> [Exercise goal] Of the entries below, copy only those lines that contain the word "nodes".

== Data excerpts

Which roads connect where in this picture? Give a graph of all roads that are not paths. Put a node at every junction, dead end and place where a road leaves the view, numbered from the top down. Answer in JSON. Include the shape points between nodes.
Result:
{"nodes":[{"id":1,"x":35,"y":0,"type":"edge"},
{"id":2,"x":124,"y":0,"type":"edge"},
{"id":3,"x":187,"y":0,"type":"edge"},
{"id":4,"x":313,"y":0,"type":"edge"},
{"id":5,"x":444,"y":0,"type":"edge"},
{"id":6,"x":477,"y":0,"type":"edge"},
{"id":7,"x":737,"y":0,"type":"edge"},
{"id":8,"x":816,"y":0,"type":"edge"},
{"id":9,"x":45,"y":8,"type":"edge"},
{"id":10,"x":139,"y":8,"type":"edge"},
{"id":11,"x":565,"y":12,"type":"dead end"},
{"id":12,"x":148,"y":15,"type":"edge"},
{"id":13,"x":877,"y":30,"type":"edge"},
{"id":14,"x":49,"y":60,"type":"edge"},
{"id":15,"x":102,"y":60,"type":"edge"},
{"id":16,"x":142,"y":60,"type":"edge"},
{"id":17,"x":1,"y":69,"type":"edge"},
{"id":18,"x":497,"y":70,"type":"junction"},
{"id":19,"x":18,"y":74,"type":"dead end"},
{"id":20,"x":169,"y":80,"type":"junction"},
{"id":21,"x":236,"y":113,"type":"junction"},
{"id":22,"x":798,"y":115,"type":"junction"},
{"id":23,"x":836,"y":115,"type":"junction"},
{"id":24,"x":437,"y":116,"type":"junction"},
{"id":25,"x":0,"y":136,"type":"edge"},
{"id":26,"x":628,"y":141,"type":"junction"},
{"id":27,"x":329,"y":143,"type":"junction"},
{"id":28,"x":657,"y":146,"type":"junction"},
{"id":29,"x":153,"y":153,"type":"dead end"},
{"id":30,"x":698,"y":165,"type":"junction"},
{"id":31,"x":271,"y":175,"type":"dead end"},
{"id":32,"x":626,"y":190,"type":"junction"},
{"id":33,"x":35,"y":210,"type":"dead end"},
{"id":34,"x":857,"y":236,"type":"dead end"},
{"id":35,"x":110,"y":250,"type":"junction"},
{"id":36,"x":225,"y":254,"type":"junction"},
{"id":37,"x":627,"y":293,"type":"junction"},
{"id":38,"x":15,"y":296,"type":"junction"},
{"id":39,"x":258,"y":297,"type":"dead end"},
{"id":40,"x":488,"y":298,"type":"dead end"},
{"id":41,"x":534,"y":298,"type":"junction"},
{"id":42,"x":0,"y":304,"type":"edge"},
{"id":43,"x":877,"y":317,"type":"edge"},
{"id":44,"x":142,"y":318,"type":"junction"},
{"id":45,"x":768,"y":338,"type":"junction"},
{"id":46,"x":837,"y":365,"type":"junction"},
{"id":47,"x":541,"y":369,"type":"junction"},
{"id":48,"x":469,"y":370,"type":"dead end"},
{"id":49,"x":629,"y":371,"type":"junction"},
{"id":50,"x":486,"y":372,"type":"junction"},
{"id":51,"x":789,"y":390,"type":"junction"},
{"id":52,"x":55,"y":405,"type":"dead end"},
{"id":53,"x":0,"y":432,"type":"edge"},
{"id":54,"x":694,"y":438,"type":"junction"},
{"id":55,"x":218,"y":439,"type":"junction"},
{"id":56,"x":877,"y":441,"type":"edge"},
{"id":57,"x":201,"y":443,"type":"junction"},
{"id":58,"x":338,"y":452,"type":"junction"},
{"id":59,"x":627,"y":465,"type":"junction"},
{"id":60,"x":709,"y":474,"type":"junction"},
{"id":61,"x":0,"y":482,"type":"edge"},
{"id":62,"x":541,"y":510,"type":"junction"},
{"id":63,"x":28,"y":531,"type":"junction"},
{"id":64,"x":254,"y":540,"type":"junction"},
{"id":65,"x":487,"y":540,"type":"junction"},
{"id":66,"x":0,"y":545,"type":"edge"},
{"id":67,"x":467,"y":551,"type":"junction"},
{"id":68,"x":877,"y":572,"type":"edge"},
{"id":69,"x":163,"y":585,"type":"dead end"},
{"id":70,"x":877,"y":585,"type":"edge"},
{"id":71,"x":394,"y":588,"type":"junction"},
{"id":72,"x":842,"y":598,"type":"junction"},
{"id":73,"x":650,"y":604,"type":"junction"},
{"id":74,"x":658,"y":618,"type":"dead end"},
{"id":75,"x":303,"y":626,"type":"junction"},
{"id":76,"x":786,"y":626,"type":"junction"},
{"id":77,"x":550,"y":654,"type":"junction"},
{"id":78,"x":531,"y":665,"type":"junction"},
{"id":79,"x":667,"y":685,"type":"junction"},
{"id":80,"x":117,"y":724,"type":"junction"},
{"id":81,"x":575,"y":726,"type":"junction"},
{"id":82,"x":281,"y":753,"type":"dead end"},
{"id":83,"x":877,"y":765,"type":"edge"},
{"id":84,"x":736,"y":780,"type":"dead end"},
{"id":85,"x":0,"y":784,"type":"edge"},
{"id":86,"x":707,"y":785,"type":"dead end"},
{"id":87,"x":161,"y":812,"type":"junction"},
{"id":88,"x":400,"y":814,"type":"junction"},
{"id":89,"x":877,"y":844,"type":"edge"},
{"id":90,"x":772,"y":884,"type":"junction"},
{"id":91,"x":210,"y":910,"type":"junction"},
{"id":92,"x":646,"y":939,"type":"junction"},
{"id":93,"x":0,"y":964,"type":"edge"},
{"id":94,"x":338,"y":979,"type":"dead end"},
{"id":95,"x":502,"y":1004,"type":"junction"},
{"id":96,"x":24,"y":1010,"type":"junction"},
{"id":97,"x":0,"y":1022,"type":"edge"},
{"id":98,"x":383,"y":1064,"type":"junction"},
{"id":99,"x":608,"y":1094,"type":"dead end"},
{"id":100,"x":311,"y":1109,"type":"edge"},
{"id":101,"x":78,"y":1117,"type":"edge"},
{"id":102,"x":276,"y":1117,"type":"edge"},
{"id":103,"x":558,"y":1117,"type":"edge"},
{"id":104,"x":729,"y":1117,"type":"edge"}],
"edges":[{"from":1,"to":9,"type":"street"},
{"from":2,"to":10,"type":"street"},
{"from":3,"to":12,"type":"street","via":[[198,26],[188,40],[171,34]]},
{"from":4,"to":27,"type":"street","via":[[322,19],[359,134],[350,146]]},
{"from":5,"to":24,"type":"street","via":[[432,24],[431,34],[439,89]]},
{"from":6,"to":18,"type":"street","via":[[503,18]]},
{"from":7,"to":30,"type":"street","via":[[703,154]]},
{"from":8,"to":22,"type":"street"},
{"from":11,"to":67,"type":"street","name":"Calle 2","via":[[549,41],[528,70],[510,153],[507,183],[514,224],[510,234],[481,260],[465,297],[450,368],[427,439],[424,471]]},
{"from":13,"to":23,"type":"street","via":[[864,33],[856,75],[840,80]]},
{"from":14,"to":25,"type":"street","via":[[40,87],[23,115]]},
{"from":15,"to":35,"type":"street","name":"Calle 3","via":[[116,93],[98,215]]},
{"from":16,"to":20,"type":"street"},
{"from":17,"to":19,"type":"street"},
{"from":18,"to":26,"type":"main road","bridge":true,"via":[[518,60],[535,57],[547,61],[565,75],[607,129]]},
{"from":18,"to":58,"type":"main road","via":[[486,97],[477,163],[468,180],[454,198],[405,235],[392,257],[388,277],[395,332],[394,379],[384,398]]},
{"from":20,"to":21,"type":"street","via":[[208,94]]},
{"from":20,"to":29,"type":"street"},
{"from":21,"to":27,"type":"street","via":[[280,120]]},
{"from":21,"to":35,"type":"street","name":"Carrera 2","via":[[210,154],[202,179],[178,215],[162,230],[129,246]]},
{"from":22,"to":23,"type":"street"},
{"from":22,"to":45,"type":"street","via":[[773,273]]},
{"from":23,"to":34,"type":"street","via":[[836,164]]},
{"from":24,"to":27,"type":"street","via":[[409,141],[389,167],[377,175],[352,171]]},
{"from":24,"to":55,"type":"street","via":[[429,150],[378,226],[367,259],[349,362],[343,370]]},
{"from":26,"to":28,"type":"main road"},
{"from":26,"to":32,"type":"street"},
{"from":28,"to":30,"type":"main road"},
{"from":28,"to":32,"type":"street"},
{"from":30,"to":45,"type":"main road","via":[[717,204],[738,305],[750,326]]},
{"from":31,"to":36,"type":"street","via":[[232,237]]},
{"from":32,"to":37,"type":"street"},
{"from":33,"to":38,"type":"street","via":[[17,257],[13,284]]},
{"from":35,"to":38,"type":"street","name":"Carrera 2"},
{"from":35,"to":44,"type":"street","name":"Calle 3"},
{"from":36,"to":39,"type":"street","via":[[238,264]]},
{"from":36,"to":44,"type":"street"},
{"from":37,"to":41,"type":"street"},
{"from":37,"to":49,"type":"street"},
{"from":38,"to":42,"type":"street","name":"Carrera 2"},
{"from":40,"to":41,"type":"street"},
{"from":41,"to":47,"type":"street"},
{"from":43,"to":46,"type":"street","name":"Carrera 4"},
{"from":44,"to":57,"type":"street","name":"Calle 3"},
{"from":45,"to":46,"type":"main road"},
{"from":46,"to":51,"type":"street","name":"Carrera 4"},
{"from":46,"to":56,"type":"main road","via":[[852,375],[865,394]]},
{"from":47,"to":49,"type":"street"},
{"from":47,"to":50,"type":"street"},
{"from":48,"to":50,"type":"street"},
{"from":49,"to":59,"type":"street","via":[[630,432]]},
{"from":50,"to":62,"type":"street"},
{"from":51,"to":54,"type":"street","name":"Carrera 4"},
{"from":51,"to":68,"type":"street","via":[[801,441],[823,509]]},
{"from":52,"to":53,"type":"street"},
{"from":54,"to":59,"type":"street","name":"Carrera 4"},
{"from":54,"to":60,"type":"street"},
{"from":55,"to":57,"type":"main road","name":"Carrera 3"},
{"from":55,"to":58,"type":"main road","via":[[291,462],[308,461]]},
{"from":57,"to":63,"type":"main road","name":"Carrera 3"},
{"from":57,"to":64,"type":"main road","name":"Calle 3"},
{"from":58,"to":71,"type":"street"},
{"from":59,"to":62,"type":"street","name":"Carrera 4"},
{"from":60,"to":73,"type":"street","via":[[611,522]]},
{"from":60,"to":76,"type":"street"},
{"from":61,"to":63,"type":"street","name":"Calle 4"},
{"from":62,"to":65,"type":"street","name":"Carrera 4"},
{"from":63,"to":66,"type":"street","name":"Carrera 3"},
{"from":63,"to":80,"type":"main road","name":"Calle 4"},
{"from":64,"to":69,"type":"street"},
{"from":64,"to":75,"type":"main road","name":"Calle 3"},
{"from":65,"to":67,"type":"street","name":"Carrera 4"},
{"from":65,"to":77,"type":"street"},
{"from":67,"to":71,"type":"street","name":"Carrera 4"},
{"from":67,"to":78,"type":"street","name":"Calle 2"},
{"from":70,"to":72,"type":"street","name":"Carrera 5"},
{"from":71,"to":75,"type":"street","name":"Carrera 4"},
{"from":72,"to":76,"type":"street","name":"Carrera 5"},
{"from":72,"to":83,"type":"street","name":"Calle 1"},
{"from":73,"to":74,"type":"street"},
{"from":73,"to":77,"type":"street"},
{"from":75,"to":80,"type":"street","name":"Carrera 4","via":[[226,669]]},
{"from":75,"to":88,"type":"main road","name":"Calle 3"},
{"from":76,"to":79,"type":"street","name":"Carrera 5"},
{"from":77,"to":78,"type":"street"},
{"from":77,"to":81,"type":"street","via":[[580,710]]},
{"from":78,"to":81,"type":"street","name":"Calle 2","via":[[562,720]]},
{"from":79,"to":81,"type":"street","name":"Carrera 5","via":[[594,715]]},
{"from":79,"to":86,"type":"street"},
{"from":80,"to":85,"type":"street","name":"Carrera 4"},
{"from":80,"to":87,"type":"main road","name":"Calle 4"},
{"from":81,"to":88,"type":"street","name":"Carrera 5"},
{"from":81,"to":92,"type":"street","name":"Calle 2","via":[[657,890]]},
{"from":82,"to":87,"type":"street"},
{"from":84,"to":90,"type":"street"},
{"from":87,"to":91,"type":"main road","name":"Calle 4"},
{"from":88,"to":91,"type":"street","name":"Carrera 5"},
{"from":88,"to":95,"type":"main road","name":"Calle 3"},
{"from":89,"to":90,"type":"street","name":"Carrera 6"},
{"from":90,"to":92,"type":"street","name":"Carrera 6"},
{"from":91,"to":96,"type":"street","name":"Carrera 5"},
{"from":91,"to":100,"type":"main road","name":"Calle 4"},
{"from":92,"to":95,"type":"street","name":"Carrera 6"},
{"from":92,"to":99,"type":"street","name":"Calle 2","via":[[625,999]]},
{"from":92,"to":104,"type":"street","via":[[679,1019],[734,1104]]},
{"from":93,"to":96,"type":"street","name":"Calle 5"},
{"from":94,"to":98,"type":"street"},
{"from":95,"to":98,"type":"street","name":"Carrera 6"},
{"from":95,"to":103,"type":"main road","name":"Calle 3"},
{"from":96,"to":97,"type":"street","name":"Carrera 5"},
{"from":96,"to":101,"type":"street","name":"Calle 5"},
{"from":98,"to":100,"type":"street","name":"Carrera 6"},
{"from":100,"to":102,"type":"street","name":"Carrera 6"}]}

====

> [Answer section]
Which roads connect where in this picture? Give a graph of all roads that are not paths. Put a node at every junction, dead end and place where a road leaves the view, numbered from the top down. Answer in JSON. Include the shape points between nodes.
{"nodes":[{"id":1,"x":35,"y":0,"type":"edge"},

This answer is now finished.